Improve accuracy of image processing to count fungus spores

Question:

I’m trying to count the amount of spores of a disease from a microscopic sample with Pythony, but so far without much success.

Because the color of the spore is similar to the background, and many are close.

following the photographic microscopy of the sample.

Microscopic photograph of spores

Image processing code:

import numpy as np
import argparse
import imutils
import cv2

ap = argparse.ArgumentParser()
ap.add_argument("-i", "--image", required=True,
                help="path to the input image")
ap.add_argument("-o", "--output", required=True,
                help="path to the output image")
args = vars(ap.parse_args())

counter = {}

image_orig = cv2.imread(args["image"])
height_orig, width_orig = image_orig.shape[:2]

image_contours = image_orig.copy()

colors = ['Yellow']
for color in colors:

    image_to_process = image_orig.copy()

    counter[color] = 0

    if color == 'Yellow':
        lower = np.array([70, 150, 140])  #rgb(151, 143, 80)
        upper = np.array([110, 240, 210])  #rgb(212, 216, 106)

    image_mask = cv2.inRange(image_to_process, lower, upper)

    image_res = cv2.bitwise_and(
        image_to_process, image_to_process, mask=image_mask)

    image_gray = cv2.cvtColor(image_res, cv2.COLOR_BGR2GRAY)
    image_gray = cv2.GaussianBlur(image_gray, (5, 5), 50)

    image_edged = cv2.Canny(image_gray, 100, 200)
    image_edged = cv2.dilate(image_edged, None, iterations=1)
    image_edged = cv2.erode(image_edged, None, iterations=1)

    cnts = cv2.findContours(
        image_edged.copy(), cv2.RETR_EXTERNAL, cv2.CHAIN_APPROX_SIMPLE)
    cnts = cnts[0] if imutils.is_cv2() else cnts[1]

    for c in cnts:

        if cv2.contourArea(c) < 1100:
            continue

        hull = cv2.convexHull(c)
        if color == 'Yellow':

            cv2.drawContours(image_contours, [hull], 0, (0, 0, 255), 1)

        counter[color] += 1      

print("{} esporos {}".format(counter[color], color))

cv2.imwrite(args["output"], image_contours)

The algorithm counted 11 spores

But in the image contains 27 spores

Result from image processing shows spores are grouped spores are grouped

How do I make this more accurate?

Asked By: Georg Augusto

||

Answers:

These fungal spores have a roughly equal size, If you don’t care about quite exact accuracy, instead of jumping down the rabbit hole of expanding boundaries and watershed, what you could do is make a very simple change to your current algorithms and get a ton more accuracy.

The spores in this scene appear to have a similar size, and roughly homogeneous shape.

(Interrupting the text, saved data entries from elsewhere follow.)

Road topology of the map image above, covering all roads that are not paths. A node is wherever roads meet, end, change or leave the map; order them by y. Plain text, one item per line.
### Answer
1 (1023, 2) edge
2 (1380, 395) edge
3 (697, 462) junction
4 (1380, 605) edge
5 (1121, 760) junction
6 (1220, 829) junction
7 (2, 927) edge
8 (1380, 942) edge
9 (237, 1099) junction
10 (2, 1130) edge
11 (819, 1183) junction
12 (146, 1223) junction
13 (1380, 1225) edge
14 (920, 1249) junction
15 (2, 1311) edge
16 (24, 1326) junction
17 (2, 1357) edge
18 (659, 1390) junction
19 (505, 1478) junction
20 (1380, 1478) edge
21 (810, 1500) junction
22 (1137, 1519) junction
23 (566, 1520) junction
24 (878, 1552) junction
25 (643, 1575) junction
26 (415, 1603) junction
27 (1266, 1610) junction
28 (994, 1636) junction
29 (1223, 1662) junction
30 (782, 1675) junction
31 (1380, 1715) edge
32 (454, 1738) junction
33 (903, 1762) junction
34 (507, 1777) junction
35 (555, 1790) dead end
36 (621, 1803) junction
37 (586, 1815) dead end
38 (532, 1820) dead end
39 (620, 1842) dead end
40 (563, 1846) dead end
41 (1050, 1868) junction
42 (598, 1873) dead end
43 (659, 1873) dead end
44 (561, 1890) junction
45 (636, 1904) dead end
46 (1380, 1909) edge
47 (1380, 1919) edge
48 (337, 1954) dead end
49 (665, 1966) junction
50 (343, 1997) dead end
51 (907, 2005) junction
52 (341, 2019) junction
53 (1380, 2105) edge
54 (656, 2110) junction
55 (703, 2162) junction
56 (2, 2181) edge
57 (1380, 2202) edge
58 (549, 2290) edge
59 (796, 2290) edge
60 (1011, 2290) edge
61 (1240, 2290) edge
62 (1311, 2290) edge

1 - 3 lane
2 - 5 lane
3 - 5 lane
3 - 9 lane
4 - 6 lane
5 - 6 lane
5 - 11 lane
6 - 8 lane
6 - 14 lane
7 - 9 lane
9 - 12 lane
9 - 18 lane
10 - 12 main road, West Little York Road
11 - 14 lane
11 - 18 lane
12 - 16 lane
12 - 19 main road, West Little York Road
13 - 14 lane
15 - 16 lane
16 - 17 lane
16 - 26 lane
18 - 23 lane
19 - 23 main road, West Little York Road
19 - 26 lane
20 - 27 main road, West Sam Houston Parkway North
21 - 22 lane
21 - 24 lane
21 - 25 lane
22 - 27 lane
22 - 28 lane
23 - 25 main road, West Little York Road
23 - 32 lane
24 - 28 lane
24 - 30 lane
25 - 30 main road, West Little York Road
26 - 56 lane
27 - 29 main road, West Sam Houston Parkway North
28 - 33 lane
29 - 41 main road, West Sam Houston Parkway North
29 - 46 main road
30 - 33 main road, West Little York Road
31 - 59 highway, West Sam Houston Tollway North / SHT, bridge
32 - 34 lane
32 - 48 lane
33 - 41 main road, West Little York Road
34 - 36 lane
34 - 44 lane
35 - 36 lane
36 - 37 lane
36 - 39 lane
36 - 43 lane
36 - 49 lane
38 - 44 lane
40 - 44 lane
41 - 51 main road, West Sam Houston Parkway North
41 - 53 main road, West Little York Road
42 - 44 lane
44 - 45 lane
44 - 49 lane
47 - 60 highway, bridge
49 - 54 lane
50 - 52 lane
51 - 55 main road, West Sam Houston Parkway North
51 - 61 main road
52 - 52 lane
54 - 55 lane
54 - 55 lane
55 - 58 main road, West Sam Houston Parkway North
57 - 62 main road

Given that, you may be able to use the area of your contours to find the approximate number of spores that would occupy said area using the average area of spores. Spores cannot completely fill these arbitrary shapes, so you’ll have to take that into account. You would accomplish that by finding the background color, and removing the area the background color takes up from contour area. In scenes like this you should get really close to the real answer for cell area.

So to recap:

  • Find average area of spore

  • Find background color

  • Find contour area

  • Subtract background color pixels/area from contour

  • approximate_spore_count = ceil(contour_area / (average_area_of_spore))

You use ceil here to take care of the fact that you may have spores that are smaller than the average that are found individually, though you could also put a specific condition to handle this, however then you have to make a decision if you want to count the fraction of a spore or round to an integer with contour area > average area of spore.

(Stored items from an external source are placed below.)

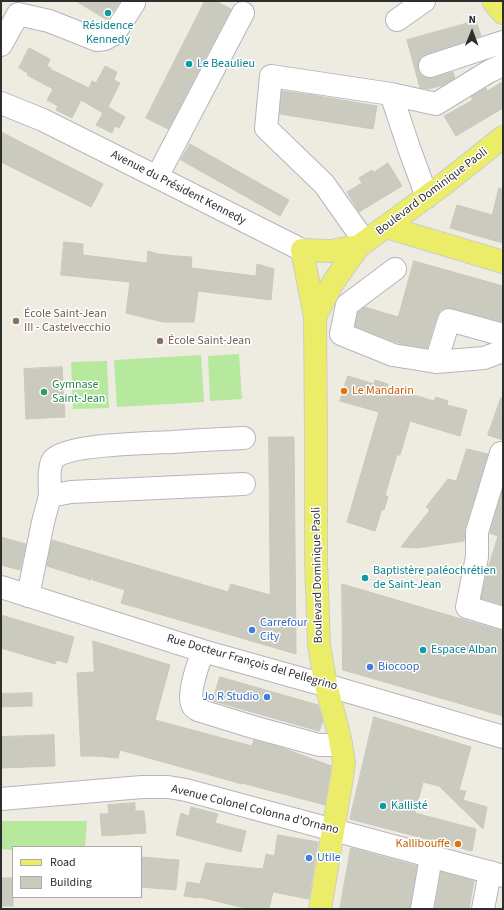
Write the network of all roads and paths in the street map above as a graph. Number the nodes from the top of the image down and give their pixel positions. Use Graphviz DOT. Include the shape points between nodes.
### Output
graph roads {
  1 [pos="424,1"];
  2 [pos="493,1"];
  3 [pos="134,3"];
  4 [pos="18,7"];
  5 [pos="243,13"];
  6 [pos="503,14"];
  7 [pos="397,20"];
  8 [pos="503,42"];
  9 [pos="1,45"];
  10 [pos="503,65"];
  11 [pos="430,66"];
  12 [pos="391,94"];
  13 [pos="1,103"];
  14 [pos="503,137"];
  15 [pos="157,177"];
  16 [pos="427,197"];
  17 [pos="386,227"];
  18 [pos="362,244"];
  19 [pos="302,250"];
  20 [pos="503,262"];
  21 [pos="395,270"];
  22 [pos="315,317"];
  23 [pos="503,335"];
  24 [pos="503,351"];
  25 [pos="436,362"];
  26 [pos="244,438"];
  27 [pos="503,454"];
  28 [pos="244,484"];
  29 [pos="50,496"];
  30 [pos="1,588"];
  31 [pos="28,596"];
  32 [pos="503,618"];
  33 [pos="203,651"];
  34 [pos="326,684"];
  35 [pos="503,737"];
  36 [pos="341,745"];
  37 [pos="1,799"];
  38 [pos="333,830"];
  39 [pos="431,857"];
  40 [pos="496,874"];
  41 [pos="320,909"];
  42 [pos="422,909"];
  43 [pos="483,909"];
  1 -- 7 [label="street"];
  2 -- 6 [label="main road"];
  3 -- 4 [label="street" via="114,34 97,40"];
  4 -- 9 [label="street"];
  5 -- 15 [label="street"];
  8 -- 11 [label="street"];
  10 -- 12 [label="street" via="436,104"];
  12 -- 16 [label="street"];
  12 -- 18 [label="street" via="271,76 266,128 324,184"];
  13 -- 15 [label="street, Avenue du Président Kennedy" via="43,120"];
  14 -- 16 [label="main road, Boulevard Dominique Paoli"];
  15 -- 19 [label="street, Avenue du Président Kennedy"];
  16 -- 17 [label="main road, Boulevard Dominique Paoli"];
  17 -- 18 [label="main road, Boulevard Dominique Paoli"];
  17 -- 20 [label="main road"];
  18 -- 19 [label="main road, Avenue du Président Kennedy" via="330,251"];
  18 -- 22 [label="main road" via="332,284"];
  19 -- 22 [label="main road, Boulevard Dominique Paoli"];
  21 -- 25 [label="street" via="347,305 341,334 393,355"];
  22 -- 34 [label="main road, Boulevard Dominique Paoli" via="318,645"];
  23 -- 25 [label="street" via="449,320"];
  24 -- 25 [label="street" via="484,358"];
  26 -- 29 [label="street" via="103,446 73,451 57,456 53,460 50,467"];
  27 -- 32 [label="street" via="501,453 477,532 477,557 467,607"];
  28 -- 29 [label="street" via="71,492"];
  29 -- 31 [label="street"];
  30 -- 31 [label="street, Rue Docteur François del Pellegrino"];
  31 -- 33 [label="street, Rue Docteur François del Pellegrino"];
  33 -- 34 [label="street, Rue Docteur François del Pellegrino"];
  33 -- 36 [label="street" via="192,691 193,707 319,745"];
  34 -- 35 [label="street, Rue Docteur François del Pellegrino"];
  34 -- 36 [label="main road, Boulevard Dominique Paoli"];
  36 -- 38 [label="main road, Boulevard Dominique Paoli" via="344,762"];
  37 -- 38 [label="street, Avenue Colonel Colonna d'Ornano" via="168,787"];
  38 -- 39 [label="street, Avenue Colonel Colonna d'Ornano"];
  38 -- 41 [label="main road, Boulevard Dominique Paoli"];
  39 -- 40 [label="street, Avenue Colonel Colonna d'Ornano"];
  39 -- 42 [label="street"];
  40 -- 43 [label="street"];
}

However, you might note that if you can figure out the background color and your spores are roughly equally shaped and of homogeneous color, you would do way better in performance to simply subtract the area of the background color from the entire image and divide the average spore size from the area that is left. This would be way faster than using dilation.

Another thing you should consider, though I don’t think it will necessarily fix your clumping issue, is to use OpenCV’s built in Blob detection, which if you go for the area approach, might be able to help you with the edge cases that the gradient in your background might present. Using blob detection you can just detect blobs, and divide the total blob area by average spore area. You can follow this tutorial to understand how to use it in python. You may also find the success of a simple contour approach using opencv’s contours helpful for your use case.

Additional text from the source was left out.